EXPECT A MIRACLE is the slogan painted on each side of the court at the Mabee Center, which once served as a studio for the TV sermons of Oral Roberts himself. Here on the buckle of the Bible Belt, Roberts, the faith healer and college president, has an abiding faith in the power of the holy hoop. He believes that the game can be an instrument in spreading the Good News. He played a little hoops himself back home in Ada, Okla. until he collapsed on the court one day when he was 16. Doctors said it was tuberculosis. After Roberts had undergone six months of ineffectual treatment, his sister packed him off to a faith healer. He came home cured and imbued with a desire to become a healer himself.
The Big O helped recruit Mark and had a hand in luring Pa Acres away from Carson High in Los Angeles two years ago to become an assistant to Ken Hayes, then the Titans' coach.
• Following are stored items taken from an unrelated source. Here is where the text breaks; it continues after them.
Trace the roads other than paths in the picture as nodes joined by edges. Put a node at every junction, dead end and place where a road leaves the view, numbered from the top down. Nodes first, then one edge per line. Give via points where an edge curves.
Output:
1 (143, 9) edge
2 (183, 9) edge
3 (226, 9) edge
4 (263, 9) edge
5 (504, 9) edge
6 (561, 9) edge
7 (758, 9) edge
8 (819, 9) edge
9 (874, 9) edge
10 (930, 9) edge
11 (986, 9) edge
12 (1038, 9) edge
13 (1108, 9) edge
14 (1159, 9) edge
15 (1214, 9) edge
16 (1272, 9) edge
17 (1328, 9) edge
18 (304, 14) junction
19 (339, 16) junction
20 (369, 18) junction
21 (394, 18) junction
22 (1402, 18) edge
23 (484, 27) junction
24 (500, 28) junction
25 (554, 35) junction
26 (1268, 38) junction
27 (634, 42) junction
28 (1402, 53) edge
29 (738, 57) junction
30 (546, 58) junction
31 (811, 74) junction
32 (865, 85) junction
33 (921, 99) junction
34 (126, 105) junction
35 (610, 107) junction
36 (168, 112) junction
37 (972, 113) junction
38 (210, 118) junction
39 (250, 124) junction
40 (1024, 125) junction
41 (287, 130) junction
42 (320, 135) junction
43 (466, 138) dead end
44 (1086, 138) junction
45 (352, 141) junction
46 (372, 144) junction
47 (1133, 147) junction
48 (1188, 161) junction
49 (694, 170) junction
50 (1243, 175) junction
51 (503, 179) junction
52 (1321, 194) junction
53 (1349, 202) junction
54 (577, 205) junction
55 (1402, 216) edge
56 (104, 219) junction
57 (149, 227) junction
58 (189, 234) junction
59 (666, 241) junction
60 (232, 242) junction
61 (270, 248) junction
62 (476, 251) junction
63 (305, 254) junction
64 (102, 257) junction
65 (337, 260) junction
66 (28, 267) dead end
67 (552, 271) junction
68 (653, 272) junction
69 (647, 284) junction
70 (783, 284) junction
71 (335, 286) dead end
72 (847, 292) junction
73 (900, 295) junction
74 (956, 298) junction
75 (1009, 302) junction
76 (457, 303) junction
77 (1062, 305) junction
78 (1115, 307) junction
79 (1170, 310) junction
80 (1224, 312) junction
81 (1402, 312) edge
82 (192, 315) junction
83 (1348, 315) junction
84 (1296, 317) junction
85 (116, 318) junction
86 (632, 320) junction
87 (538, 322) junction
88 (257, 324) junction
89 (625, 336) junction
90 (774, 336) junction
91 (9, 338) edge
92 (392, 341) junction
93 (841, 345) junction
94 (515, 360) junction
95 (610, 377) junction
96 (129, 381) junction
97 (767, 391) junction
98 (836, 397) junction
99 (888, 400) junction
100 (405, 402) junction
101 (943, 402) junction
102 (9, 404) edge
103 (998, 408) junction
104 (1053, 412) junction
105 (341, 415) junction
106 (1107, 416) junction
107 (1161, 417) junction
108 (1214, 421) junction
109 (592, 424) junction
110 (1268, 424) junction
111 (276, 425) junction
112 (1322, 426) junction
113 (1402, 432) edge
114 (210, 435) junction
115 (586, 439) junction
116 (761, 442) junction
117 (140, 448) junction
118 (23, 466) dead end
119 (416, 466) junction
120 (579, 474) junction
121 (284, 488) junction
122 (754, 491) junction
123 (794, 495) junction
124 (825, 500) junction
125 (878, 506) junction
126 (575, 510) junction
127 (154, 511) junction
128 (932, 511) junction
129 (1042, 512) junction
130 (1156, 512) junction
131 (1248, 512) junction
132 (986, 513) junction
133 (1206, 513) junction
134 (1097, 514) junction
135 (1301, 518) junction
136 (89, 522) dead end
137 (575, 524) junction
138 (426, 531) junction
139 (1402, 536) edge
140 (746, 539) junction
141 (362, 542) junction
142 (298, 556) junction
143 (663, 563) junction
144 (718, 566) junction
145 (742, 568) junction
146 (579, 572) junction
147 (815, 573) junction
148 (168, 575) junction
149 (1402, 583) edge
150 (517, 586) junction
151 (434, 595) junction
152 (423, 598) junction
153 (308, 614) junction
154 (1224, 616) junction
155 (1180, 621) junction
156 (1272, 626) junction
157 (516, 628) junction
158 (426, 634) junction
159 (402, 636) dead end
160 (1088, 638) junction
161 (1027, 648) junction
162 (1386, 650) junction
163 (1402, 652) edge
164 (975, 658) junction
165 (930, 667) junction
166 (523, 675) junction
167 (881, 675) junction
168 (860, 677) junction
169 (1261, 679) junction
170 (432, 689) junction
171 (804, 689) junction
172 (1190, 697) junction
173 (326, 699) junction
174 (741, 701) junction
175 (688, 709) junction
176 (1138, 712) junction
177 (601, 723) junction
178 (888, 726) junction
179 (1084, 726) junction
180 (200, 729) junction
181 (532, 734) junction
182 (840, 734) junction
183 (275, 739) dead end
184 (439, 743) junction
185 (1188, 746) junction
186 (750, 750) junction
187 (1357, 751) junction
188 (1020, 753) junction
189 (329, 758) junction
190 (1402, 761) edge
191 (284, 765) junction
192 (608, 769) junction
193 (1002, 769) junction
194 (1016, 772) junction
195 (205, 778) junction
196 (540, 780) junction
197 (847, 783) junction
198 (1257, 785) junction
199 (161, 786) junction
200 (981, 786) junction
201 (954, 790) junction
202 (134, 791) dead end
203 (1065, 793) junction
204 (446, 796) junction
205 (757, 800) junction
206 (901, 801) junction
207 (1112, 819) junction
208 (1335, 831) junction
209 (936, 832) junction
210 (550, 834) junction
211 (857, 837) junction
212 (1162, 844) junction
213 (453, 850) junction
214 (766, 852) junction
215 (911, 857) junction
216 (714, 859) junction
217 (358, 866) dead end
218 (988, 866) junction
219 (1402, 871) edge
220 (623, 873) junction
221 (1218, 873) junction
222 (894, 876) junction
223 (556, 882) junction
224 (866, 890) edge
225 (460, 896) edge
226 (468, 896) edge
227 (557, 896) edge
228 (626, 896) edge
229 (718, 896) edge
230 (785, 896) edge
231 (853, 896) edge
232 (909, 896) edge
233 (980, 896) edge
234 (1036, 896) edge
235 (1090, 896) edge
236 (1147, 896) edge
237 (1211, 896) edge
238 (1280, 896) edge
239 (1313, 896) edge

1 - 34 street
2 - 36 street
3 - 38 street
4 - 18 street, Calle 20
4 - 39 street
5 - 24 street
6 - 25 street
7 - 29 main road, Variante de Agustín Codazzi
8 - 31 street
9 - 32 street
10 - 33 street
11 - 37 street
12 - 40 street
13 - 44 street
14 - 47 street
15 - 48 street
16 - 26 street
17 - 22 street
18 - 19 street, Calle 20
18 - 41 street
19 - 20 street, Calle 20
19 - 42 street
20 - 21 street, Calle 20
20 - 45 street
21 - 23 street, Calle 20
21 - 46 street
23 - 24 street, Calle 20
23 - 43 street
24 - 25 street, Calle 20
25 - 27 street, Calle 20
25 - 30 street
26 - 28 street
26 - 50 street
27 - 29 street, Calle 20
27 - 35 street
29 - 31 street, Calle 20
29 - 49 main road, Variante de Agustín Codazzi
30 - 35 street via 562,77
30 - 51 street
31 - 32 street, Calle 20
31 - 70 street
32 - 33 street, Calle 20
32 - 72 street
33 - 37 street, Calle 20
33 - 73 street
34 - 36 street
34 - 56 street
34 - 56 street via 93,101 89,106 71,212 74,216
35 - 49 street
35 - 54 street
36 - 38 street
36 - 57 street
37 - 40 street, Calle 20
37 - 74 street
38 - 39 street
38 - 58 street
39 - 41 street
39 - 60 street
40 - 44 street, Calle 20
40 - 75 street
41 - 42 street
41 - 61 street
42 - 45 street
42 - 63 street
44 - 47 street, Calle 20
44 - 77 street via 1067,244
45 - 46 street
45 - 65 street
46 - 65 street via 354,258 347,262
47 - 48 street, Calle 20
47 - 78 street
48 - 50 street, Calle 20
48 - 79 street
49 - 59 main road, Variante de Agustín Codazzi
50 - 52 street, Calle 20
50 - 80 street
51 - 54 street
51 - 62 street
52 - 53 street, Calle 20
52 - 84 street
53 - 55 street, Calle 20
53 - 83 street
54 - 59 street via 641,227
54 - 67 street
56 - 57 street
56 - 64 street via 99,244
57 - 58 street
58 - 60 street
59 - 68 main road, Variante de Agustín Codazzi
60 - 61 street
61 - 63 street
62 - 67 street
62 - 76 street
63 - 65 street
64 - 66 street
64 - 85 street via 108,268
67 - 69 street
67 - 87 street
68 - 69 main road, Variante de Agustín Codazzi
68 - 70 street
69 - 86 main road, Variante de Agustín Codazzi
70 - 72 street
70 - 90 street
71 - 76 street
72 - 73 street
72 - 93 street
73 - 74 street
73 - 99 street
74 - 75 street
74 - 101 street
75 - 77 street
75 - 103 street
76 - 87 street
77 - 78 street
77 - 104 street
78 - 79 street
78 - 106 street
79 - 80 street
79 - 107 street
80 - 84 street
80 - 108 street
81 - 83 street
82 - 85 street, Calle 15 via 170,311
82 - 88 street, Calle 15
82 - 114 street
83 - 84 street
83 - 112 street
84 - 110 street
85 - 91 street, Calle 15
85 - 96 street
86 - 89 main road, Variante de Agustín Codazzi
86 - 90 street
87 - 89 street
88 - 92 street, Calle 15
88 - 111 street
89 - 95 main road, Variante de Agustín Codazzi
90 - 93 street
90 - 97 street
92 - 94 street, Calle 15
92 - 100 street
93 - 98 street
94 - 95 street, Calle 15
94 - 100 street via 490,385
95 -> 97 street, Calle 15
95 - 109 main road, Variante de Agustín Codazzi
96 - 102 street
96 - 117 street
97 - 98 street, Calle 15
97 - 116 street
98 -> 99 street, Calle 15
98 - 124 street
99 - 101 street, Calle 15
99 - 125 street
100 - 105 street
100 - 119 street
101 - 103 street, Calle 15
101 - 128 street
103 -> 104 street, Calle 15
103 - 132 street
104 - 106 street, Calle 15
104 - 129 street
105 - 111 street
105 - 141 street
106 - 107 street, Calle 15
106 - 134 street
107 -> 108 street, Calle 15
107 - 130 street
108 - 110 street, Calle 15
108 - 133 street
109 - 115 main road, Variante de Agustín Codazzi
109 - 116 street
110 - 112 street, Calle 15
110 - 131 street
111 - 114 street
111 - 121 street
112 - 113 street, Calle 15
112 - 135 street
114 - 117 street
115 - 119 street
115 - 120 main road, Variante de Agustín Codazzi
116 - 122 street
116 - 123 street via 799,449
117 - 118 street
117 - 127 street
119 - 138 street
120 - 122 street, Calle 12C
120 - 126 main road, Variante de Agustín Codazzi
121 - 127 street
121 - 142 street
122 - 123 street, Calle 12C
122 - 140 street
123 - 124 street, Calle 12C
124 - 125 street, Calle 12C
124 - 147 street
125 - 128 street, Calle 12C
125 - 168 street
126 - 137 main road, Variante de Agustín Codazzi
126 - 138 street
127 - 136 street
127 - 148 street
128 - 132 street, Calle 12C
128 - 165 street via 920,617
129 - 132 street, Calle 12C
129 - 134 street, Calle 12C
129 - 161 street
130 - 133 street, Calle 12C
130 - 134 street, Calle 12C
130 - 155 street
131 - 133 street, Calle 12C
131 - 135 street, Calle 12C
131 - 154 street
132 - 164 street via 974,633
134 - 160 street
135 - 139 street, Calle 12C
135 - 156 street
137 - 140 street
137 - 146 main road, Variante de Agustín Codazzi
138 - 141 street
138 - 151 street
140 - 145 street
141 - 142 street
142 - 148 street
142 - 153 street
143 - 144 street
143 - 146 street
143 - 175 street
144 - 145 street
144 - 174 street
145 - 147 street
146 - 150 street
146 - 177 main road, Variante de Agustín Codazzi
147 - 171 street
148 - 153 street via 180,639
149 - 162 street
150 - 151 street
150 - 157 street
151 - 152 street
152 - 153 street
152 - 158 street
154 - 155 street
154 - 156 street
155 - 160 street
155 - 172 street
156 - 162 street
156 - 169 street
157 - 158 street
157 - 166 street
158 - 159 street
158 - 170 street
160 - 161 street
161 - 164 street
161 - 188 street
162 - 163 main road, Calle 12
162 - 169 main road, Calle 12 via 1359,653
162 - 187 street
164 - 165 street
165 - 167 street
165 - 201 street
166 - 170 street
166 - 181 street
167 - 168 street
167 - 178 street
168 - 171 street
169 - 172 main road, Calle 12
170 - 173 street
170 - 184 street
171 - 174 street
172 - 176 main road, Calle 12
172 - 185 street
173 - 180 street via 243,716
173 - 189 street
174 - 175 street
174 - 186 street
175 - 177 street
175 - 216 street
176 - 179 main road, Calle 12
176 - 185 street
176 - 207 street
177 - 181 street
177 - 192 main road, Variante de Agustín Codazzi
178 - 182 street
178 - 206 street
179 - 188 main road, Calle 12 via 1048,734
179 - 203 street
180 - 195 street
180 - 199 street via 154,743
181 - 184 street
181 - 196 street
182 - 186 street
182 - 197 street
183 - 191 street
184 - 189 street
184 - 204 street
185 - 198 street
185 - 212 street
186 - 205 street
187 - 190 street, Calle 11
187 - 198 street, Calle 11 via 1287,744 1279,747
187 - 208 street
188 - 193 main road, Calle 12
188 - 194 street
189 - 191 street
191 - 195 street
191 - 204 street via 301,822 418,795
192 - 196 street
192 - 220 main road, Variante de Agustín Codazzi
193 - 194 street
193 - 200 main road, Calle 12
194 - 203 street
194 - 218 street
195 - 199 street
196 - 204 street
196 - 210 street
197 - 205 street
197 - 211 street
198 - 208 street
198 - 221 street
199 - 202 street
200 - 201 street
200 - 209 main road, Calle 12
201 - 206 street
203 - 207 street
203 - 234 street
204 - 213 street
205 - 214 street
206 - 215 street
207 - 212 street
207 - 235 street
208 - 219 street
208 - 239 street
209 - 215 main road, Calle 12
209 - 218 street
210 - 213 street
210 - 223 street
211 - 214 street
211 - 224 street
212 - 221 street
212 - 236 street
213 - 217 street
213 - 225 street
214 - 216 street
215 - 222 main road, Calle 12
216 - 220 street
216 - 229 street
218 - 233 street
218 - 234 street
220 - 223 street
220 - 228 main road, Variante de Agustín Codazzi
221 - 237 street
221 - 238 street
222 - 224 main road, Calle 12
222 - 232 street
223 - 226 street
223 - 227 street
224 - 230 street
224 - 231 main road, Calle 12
Roberts also gave the O.K. when Hayes was replaced by Acres nine games into the 1982-83 season. Acres became the Titans' fifth coach since '73-74, the last season they made the NCAAs. None of the others had been up to the task of leading ORU into the Promised Land of the Final Four. There wasn't much excitement in Mabee. Even the fans became Oral retentive. "They can be overly polite," Mark explains.
If a cantaloupe could sprout eyebrows, it might resemble Mark's face. His laconic nature has earned him the nicknames Brainwave, Waldork and Space Ghost. "Mark had 35 points against Texas A & M last year, but on the film, you wouldn't see more than 20," says teammate Brian Miles. "He does things in slow motion, but he gets them done."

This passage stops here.